By the mid-20th century Creswell supported facilities not to be found in other villages, such as a cinema and some baths. The original cinema was in King Street, but in the 1930s it burned down and was replaced. The new cinema on Elmton Road was a stylish art deco structure, built by the Rogers family and called the Regors. Like many others it became a bingo hall in the late 1960s. The baths were built in 1924. As a council facility they included not only a swimming pool but also slipper baths for the many homes that did not have their own bathrooms at that date.

The village had one main Church of England parish church, St Mary Magdalene's Church, Creswell, and both a Methodist and Baptist chapel. A third chapel had been closed down and was then used as part of the Infant School. A Roman Catholic church was built in the late 1950s.

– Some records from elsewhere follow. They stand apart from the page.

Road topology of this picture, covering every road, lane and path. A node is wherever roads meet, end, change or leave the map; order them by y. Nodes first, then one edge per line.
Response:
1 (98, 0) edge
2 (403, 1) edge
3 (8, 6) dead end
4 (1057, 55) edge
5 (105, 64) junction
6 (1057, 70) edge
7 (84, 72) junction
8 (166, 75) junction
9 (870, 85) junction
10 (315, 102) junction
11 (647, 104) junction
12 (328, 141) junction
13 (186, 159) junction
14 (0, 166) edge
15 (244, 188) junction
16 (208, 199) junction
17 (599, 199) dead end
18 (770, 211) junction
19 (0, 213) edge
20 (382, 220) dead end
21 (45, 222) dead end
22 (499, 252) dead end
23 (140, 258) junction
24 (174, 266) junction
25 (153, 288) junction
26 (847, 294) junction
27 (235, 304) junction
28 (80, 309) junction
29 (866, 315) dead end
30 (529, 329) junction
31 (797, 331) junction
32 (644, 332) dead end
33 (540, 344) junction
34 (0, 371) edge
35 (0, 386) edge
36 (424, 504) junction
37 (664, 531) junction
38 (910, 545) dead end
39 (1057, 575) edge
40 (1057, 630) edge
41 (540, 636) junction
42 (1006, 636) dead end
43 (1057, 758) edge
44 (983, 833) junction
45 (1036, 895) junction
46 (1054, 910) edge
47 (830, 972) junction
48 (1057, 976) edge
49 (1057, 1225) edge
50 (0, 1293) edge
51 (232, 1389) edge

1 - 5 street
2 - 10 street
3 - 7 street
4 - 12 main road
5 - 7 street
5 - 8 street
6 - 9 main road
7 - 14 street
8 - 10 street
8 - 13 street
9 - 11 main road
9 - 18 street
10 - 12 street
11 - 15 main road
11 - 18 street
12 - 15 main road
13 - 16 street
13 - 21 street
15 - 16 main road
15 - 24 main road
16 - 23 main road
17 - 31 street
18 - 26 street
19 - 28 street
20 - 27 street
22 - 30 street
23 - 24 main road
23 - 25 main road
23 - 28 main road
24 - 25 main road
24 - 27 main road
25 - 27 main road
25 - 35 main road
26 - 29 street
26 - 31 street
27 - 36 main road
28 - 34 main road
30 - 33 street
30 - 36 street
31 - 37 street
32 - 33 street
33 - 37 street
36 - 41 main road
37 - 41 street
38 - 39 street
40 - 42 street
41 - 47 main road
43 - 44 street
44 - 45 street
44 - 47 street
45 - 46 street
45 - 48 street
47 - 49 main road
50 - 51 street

Creswell Colliery closed in the early 1990s, after the UK miners' strike (1984–1985). Creswell, like many other communities throughout the UK, had to look for a new direction. A significant drop in population took place.

The Creswell Social Centre (previously called The Drill Hall) has always been the hub of the village, hosting parties and weddings along with sports and entertainment such as wrestling and boxing.

Beyond the village, the landscape has two unusual features, Creswell Crags and Markland Grips. Both are dolomitic limestone gorges, but the former is more important as the caves within it have been found to contain not only prehistoric artefacts but also cave art.